US President Donald Trump is accustomed to addressing diehard supporters at rallies. His press conferences are rare and tightly controlled. So the open derision of his fellow leaders at the UN General Assembly clearly came as a surprise.
He insisted he was “OK” with the mirthful reaction to his claims of historic achievements, but he was clearly not OK. Trump is said never to forgive or forget those who laugh at him, so this second outing at the UN podium is unlikely to end well for his administration’s already ambivalent relations with the global body.
Trump made an entrance – nearly half an hour later than his allotted time – determined to trash everything the UN stands for. The president explicitly rejected “the ideology of globalism” in globalism’s high temple and proposed in its place the “doctrine of patriotism”.
While most leaders have used their time on the UN stage to list the agreements they have made, the protocols agreed and treaties signed, Trump clearly delighted in telling the world how many such pieces of paper he had ripped up.
The lead writer of the speech was reportedly Stephen Miller, now the primary bridge between the White House and the American far right. It showed. The address was a manifesto for nativism.
Any remaining pretense of altruism was stripped away from this vision of US foreign policy, and in its place was a strong tinge of resentment and self-pity.
Trump observed that the US was the world’s biggest aid donor, “but few give anything to us.
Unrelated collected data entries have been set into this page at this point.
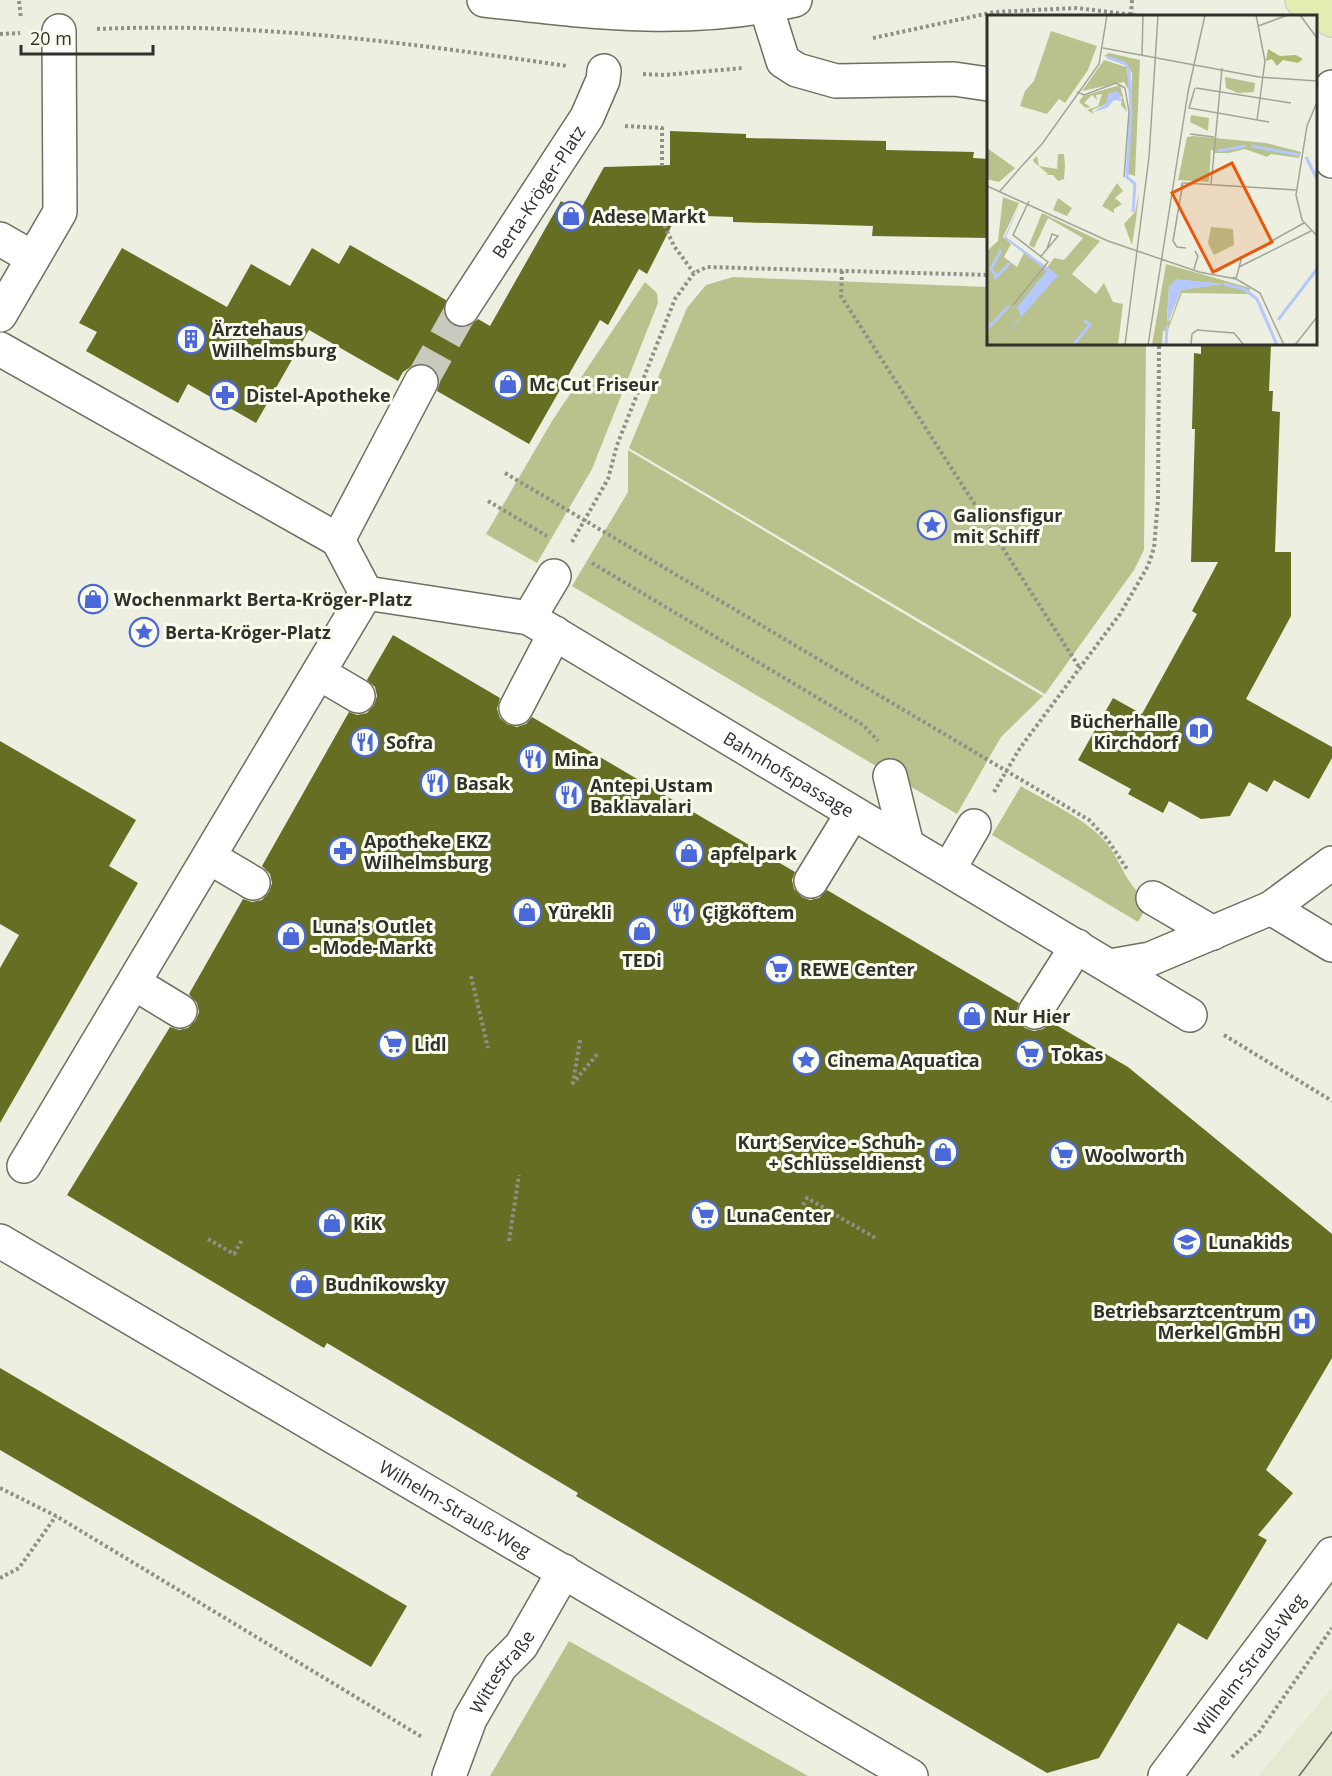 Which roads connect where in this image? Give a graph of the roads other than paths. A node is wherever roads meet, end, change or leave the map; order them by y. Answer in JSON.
{"nodes":[{"id":1,"x":484,"y":0,"type":"edge"},
{"id":2,"x":1302,"y":0,"type":"edge"},
{"id":3,"x":780,"y":3,"type":"edge"},
{"id":4,"x":677,"y":8,"type":"edge"},
{"id":5,"x":1332,"y":20,"type":"edge"},
{"id":6,"x":59,"y":31,"type":"dead end"},
{"id":7,"x":604,"y":71,"type":"dead end"},
{"id":8,"x":987,"y":84,"type":"edge"},
{"id":9,"x":1332,"y":87,"type":"edge"},
{"id":10,"x":1320,"y":119,"type":"edge"},
{"id":11,"x":1332,"y":161,"type":"edge"},
{"id":12,"x":0,"y":239,"type":"edge"},
{"id":13,"x":33,"y":258,"type":"junction"},
{"id":14,"x":462,"y":309,"type":"tunnel mouth"},
{"id":15,"x":0,"y":315,"type":"edge"},
{"id":16,"x":0,"y":349,"type":"edge"},
{"id":17,"x":421,"y":382,"type":"tunnel mouth"},
{"id":18,"x":338,"y":540,"type":"junction"},
{"id":19,"x":561,"y":562,"type":"road end"},
{"id":20,"x":366,"y":593,"type":"junction"},
{"id":21,"x":542,"y":626,"type":"junction"},
{"id":22,"x":319,"y":673,"type":"junction"},
{"id":23,"x":358,"y":696,"type":"dead end"},
{"id":24,"x":516,"y":708,"type":"dead end"},
{"id":25,"x":890,"y":776,"type":"road end"},
{"id":26,"x":852,"y":814,"type":"junction"},
{"id":27,"x":974,"y":826,"type":"road end"},
{"id":28,"x":907,"y":845,"type":"junction"},
{"id":29,"x":209,"y":857,"type":"junction"},
{"id":30,"x":1332,"y":863,"type":"edge"},
{"id":31,"x":949,"y":869,"type":"junction"},
{"id":32,"x":811,"y":881,"type":"dead end"},
{"id":33,"x":253,"y":883,"type":"dead end"},
{"id":34,"x":1153,"y":898,"type":"road end"},
{"id":35,"x":1271,"y":908,"type":"junction"},
{"id":36,"x":1213,"y":933,"type":"junction"},
{"id":37,"x":1332,"y":945,"type":"edge"},
{"id":38,"x":1077,"y":946,"type":"junction"},
{"id":39,"x":1110,"y":966,"type":"junction"},
{"id":40,"x":134,"y":983,"type":"junction"},
{"id":41,"x":180,"y":1011,"type":"dead end"},
{"id":42,"x":1035,"y":1012,"type":"dead end"},
{"id":43,"x":1190,"y":1015,"type":"road end"},
{"id":44,"x":24,"y":1166,"type":"dead end"},
{"id":45,"x":0,"y":1240,"type":"edge"},
{"id":46,"x":1332,"y":1554,"type":"edge"},
{"id":47,"x":564,"y":1571,"type":"junction"},
{"id":48,"x":452,"y":1767,"type":"edge"},
{"id":49,"x":911,"y":1776,"type":"edge"},
{"id":50,"x":1165,"y":1776,"type":"edge"}],
"edges":[{"from":1,"to":4,"type":"street"},
{"from":2,"to":5,"type":"main road"},
{"from":3,"to":4,"type":"street"},
{"from":3,"to":8,"type":"street"},
{"from":6,"to":13,"type":"street"},
{"from":7,"to":14,"type":"street","name":"Berta-Kröger-Platz"},
{"from":9,"to":10,"type":"street"},
{"from":10,"to":11,"type":"street"},
{"from":12,"to":13,"type":"street"},
{"from":13,"to":15,"type":"street"},
{"from":16,"to":18,"type":"street"},
{"from":17,"to":18,"type":"street"},
{"from":18,"to":20,"type":"street"},
{"from":19,"to":21,"type":"street"},
{"from":20,"to":21,"type":"street","name":"Bahnhofspassage"},
{"from":20,"to":22,"type":"street"},
{"from":21,"to":24,"type":"street"},
{"from":21,"to":26,"type":"street","name":"Bahnhofspassage"},
{"from":22,"to":23,"type":"street"},
{"from":22,"to":29,"type":"street"},
{"from":25,"to":28,"type":"street"},
{"from":26,"to":28,"type":"street","name":"Bahnhofspassage"},
{"from":26,"to":32,"type":"street"},
{"from":27,"to":31,"type":"street"},
{"from":28,"to":31,"type":"street","name":"Bahnhofspassage"},
{"from":29,"to":33,"type":"street"},
{"from":29,"to":40,"type":"street"},
{"from":30,"to":35,"type":"street"},
{"from":31,"to":38,"type":"street","name":"Bahnhofspassage"},
{"from":34,"to":36,"type":"street"},
{"from":35,"to":36,"type":"street"},
{"from":35,"to":37,"type":"street"},
{"from":36,"to":39,"type":"street"},
{"from":38,"to":39,"type":"street","name":"Bahnhofspassage"},
{"from":38,"to":42,"type":"street"},
{"from":39,"to":43,"type":"street","name":"Bahnhofspassage"},
{"from":40,"to":41,"type":"street"},
{"from":40,"to":44,"type":"street"},
{"from":45,"to":47,"type":"street","name":"Wilhelm-Strauß-Weg"},
{"from":46,"to":50,"type":"street","name":"Wilhelm-Strauß-Weg"},
{"from":47,"to":48,"type":"street","name":"Wittestraße"},
{"from":47,"to":49,"type":"street","name":"Wilhelm-Strauß-Weg"}]}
Moving forward, we are only going to give foreign aid to those who respect us and, frankly, are our friends.”
Trump read out a list of friends, and it was an unusual assortment, reflecting his personal relationships of the moment, rather than longstanding US alliances.
Kim Jong-un, the world’s most absolute dictator, was awarded the first shoutout, the latest instalment in his reward for the spectacular theatre he helped stage at the two leaders’ June summit in Singapore.
The only European ally to merit praise was Poland, whose President, Andrzej Duda, had this month visited Trump at the White House and showered him with praise, even offering to name a future US military base on Polish soil “Fort Trump”.
The central villain of Trump’s narrative was Iran and its government. But even in the case of Tehran, the president left open a door to redemption, tweeting in the dawn hours before his UN appearance that he was sure that Iranian President Hassan Rouhani was in fact “an absolutely lovely man”.
The clear message was that if Rouhani was to follow the path taken by Kim, to meet and pay homage to Trump, Iran could escape the isolation the US administration is now trying to reimpose.
The approach reflected a misunderstanding of the deep differences between North Korea and Iran. However, Trump’s speech was not aimed at coherence. The “doctrine of patriotism” was a misty-eyed paean to national chauvinism. It presented the nation state as the “only vehicle where freedom has ever survived, democracy has ever endured or peace has ever prospered”. And it was nationalist passion alone that inspired “scientific breakthroughs, and magnificent works of art”.
His fellow leaders may have chuckled, but Trump’s words were intended for another audience: his core supporters who despise the UN and all it represents. They are as determined as their hero to wipe the smiles off the faces of the “globalist” enemy.